- **YOUR OBJECTIVE**: The entries below contain a line with "Bounding boxes for" and a line with "Enumerate all labels, markers". Quote exactly those two lines and all lines between them.

---------- EXERCISE INPUTS ----------

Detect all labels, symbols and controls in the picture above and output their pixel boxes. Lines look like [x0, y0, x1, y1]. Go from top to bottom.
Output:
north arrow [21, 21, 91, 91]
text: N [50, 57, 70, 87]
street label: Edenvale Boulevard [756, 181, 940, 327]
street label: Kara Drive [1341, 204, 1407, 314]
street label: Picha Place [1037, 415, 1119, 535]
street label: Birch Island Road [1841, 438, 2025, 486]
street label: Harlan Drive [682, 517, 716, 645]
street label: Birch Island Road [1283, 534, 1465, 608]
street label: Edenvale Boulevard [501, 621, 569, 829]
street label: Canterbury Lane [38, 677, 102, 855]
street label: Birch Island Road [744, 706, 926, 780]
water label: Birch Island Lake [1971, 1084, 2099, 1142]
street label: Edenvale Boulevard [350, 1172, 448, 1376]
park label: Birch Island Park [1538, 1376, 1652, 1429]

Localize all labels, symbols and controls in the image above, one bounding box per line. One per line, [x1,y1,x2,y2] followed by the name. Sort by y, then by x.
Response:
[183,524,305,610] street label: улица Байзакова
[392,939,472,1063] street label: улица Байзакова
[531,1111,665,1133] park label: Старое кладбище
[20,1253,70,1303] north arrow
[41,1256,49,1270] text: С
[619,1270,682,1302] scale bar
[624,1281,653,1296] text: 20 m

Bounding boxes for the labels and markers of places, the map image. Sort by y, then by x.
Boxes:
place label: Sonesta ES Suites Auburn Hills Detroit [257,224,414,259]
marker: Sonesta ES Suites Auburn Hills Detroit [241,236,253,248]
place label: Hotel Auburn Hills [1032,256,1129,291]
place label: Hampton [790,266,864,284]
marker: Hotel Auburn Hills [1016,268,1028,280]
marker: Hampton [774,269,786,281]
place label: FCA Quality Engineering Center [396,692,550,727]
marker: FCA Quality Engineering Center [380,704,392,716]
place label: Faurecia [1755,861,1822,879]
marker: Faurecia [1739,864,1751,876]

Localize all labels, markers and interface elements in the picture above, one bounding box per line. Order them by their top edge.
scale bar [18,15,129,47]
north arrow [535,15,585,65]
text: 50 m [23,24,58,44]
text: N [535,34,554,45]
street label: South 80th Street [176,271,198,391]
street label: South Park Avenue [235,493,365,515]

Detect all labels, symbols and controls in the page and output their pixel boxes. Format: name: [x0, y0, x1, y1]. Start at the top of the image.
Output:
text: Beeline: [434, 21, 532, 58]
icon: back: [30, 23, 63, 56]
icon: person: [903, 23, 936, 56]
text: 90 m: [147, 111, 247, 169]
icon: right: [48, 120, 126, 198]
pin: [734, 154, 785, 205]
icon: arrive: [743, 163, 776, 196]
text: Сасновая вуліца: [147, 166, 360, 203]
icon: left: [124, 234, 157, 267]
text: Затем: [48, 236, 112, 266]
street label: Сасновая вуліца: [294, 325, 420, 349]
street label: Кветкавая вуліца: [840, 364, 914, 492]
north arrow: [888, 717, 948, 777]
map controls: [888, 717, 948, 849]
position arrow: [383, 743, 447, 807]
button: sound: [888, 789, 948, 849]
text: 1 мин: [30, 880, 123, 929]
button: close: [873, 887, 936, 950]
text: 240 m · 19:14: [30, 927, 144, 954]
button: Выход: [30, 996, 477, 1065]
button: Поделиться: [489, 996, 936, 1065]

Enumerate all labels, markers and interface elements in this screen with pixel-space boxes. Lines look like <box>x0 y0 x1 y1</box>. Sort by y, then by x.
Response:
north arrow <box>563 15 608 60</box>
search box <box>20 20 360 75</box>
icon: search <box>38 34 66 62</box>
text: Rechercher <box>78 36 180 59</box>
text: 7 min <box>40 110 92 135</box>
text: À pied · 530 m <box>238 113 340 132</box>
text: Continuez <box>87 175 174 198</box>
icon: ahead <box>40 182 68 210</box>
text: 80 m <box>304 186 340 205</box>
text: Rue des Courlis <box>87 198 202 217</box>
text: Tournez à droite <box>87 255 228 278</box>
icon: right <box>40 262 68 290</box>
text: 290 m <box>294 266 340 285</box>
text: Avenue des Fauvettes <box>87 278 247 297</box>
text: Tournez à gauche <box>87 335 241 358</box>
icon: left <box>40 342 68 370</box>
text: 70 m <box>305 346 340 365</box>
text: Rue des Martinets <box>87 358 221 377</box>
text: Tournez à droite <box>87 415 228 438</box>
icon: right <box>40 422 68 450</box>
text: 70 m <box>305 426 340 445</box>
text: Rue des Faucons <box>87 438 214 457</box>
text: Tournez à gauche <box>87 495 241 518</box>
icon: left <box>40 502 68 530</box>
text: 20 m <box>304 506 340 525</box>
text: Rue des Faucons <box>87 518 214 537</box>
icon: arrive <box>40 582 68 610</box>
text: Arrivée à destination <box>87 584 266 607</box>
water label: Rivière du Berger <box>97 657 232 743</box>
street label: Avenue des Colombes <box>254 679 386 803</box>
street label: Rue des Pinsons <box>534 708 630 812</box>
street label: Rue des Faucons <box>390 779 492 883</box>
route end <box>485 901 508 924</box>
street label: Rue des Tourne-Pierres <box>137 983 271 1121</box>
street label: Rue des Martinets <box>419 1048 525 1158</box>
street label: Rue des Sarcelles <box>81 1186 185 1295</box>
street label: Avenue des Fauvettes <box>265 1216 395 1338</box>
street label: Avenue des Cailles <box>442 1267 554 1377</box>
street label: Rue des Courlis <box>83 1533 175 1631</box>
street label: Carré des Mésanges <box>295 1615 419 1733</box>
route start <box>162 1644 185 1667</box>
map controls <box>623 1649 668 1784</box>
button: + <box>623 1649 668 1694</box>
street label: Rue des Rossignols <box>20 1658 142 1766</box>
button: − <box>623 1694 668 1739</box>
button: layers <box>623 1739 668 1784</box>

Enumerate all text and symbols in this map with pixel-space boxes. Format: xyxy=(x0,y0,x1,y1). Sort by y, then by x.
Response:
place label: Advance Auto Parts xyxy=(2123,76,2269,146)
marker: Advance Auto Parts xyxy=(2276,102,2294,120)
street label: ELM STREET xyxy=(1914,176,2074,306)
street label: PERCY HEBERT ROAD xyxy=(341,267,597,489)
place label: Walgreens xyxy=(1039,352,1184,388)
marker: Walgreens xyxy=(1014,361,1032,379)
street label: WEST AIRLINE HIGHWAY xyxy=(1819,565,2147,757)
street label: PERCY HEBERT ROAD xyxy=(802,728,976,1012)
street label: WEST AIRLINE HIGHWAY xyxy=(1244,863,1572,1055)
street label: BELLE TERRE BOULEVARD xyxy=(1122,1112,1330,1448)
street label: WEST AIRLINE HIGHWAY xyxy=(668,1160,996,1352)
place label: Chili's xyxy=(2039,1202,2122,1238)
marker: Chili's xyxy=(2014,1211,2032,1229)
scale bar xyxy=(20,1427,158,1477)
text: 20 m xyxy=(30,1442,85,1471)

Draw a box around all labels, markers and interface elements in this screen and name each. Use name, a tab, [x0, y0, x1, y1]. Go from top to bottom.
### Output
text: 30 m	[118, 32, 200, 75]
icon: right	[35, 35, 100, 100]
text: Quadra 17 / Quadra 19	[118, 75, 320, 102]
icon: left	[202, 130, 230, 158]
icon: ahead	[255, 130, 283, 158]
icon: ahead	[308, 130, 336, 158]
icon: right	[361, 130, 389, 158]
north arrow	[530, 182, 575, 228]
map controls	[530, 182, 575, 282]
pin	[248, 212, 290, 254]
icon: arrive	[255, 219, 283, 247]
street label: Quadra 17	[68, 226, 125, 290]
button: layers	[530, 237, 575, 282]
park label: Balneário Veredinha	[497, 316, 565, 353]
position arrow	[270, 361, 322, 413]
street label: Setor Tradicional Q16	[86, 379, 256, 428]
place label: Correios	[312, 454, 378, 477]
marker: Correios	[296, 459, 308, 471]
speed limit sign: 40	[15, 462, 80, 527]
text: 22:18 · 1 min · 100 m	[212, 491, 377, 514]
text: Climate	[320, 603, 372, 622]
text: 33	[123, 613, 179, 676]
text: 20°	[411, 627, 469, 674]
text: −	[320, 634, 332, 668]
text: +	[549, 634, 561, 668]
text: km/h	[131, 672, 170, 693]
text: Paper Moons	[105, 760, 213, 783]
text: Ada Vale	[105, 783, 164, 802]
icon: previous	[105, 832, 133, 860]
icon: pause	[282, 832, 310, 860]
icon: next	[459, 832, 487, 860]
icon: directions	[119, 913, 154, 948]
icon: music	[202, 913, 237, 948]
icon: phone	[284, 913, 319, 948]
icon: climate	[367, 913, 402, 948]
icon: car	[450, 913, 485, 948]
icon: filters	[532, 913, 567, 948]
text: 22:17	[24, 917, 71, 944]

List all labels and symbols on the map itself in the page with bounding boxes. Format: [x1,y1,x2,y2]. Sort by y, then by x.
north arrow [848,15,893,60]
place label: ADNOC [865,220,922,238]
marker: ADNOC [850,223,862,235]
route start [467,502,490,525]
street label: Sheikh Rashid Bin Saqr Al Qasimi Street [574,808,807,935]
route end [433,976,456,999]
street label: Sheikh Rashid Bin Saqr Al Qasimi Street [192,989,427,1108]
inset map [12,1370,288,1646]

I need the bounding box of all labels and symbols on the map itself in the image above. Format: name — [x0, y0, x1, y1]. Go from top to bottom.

----------

- **RESULT**:
Bounding boxes for the labels and markers of places, the map image. Sort by y, then by x.
Boxes:
place label: Sonesta ES Suites Auburn Hills Detroit [257,224,414,259]
marker: Sonesta ES Suites Auburn Hills Detroit [241,236,253,248]
place label: Hotel Auburn Hills [1032,256,1129,291]
place label: Hampton [790,266,864,284]
marker: Hotel Auburn Hills [1016,268,1028,280]
marker: Hampton [774,269,786,281]
place label: FCA Quality Engineering Center [396,692,550,727]
marker: FCA Quality Engineering Center [380,704,392,716]
place label: Faurecia [1755,861,1822,879]
marker: Faurecia [1739,864,1751,876]

Localize all labels, markers and interface elements in the picture above, one bounding box per line. Order them by their top edge.
scale bar [18,15,129,47]
north arrow [535,15,585,65]
text: 50 m [23,24,58,44]
text: N [535,34,554,45]
street label: South 80th Street [176,271,198,391]
street label: South Park Avenue [235,493,365,515]

Detect all labels, symbols and controls in the page and output their pixel boxes. Format: name: [x0, y0, x1, y1]. Start at the top of the image.
Output:
text: Beeline: [434, 21, 532, 58]
icon: back: [30, 23, 63, 56]
icon: person: [903, 23, 936, 56]
text: 90 m: [147, 111, 247, 169]
icon: right: [48, 120, 126, 198]
pin: [734, 154, 785, 205]
icon: arrive: [743, 163, 776, 196]
text: Сасновая вуліца: [147, 166, 360, 203]
icon: left: [124, 234, 157, 267]
text: Затем: [48, 236, 112, 266]
street label: Сасновая вуліца: [294, 325, 420, 349]
street label: Кветкавая вуліца: [840, 364, 914, 492]
north arrow: [888, 717, 948, 777]
map controls: [888, 717, 948, 849]
position arrow: [383, 743, 447, 807]
button: sound: [888, 789, 948, 849]
text: 1 мин: [30, 880, 123, 929]
button: close: [873, 887, 936, 950]
text: 240 m · 19:14: [30, 927, 144, 954]
button: Выход: [30, 996, 477, 1065]
button: Поделиться: [489, 996, 936, 1065]

Enumerate all labels, markers and interface elements in this screen with pixel-space boxes. Lines look like <box>x0 y0 x1 y1</box>. Sort by y, then by x.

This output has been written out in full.